WORK REQUIRED.
In the data below, count every line that holds the string "node" and reply with the number alone.

DATA FOR THIS EXERCISE.
* * *

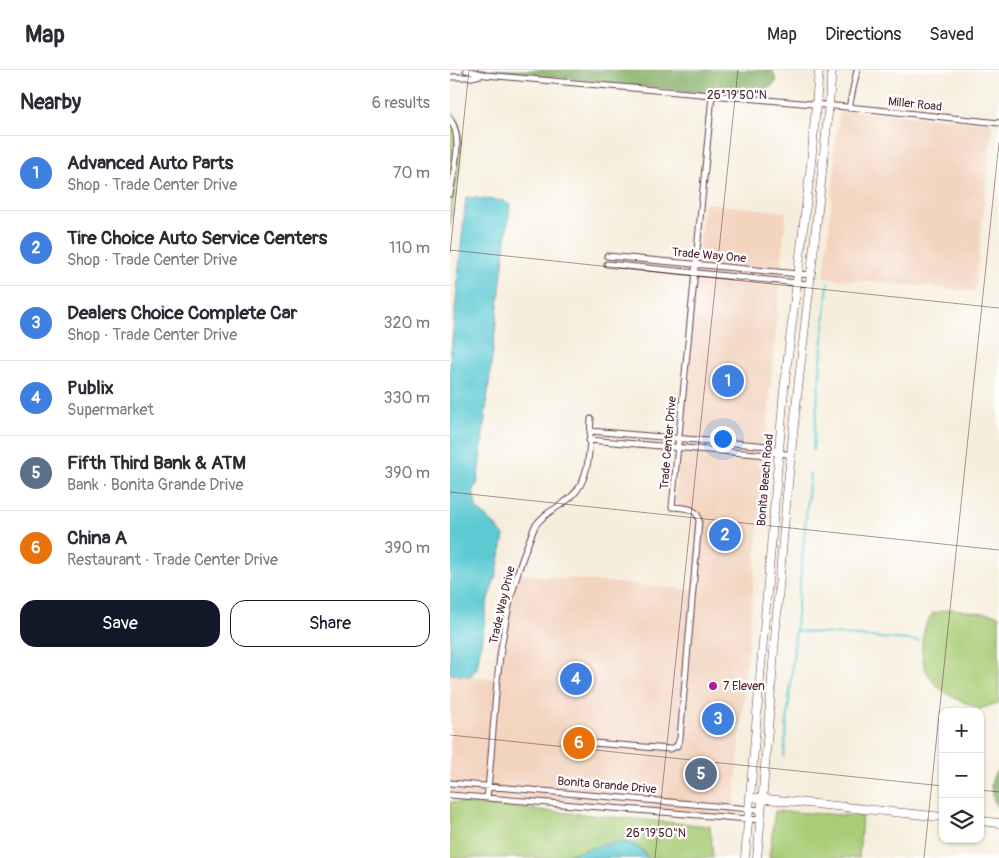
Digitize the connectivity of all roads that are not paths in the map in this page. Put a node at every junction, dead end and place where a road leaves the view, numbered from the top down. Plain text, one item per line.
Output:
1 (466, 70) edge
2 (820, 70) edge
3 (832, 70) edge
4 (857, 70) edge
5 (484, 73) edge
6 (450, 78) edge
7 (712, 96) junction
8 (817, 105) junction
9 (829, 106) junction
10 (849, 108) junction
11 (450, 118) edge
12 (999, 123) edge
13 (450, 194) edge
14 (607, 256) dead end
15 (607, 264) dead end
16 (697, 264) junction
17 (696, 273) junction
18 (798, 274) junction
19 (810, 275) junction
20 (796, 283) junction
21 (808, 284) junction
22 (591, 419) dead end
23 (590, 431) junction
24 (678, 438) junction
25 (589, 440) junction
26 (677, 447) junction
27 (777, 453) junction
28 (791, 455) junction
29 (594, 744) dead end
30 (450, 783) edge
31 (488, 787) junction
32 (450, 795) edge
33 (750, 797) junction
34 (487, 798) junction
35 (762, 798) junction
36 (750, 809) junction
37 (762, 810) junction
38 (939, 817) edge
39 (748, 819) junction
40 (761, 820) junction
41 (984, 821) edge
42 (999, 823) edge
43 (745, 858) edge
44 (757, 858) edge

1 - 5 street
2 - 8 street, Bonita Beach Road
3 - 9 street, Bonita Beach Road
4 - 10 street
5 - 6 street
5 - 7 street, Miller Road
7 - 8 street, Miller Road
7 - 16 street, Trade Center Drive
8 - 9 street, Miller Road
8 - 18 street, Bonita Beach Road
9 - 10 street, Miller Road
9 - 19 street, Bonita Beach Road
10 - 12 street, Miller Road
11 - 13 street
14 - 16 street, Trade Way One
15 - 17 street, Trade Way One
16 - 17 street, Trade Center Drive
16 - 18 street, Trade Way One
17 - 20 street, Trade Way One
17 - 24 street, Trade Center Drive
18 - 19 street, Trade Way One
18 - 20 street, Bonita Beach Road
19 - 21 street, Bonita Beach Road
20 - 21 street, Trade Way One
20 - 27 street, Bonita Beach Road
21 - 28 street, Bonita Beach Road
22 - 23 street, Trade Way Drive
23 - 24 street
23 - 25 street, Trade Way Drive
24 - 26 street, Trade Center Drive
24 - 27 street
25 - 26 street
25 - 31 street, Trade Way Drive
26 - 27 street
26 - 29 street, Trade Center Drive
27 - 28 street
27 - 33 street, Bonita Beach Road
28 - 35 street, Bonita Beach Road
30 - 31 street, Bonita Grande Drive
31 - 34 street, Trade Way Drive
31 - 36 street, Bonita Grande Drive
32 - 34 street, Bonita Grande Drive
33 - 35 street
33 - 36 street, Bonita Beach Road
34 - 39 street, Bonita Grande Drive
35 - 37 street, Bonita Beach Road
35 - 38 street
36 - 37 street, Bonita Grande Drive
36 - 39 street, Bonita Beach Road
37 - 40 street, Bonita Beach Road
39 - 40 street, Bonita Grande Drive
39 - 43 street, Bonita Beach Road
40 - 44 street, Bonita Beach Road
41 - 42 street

* * *

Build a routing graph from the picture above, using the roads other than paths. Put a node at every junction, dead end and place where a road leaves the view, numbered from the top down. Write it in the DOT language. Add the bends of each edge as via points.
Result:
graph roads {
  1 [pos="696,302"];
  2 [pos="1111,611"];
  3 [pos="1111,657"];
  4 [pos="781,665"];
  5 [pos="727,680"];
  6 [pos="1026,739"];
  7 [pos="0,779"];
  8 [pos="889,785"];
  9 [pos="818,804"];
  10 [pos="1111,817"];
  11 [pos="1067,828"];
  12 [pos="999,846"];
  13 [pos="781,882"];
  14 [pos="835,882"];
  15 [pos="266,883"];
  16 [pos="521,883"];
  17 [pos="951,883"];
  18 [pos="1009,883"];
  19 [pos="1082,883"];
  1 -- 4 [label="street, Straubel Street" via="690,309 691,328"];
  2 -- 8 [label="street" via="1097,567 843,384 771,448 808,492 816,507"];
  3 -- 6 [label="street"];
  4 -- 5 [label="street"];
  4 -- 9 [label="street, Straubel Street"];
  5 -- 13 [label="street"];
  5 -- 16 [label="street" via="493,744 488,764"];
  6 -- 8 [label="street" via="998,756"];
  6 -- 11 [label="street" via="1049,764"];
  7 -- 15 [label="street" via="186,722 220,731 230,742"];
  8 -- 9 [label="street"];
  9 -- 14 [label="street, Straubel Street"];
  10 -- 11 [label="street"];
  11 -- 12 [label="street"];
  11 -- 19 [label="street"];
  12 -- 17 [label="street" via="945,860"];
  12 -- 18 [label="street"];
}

* * *

TASK OUTPUT.
2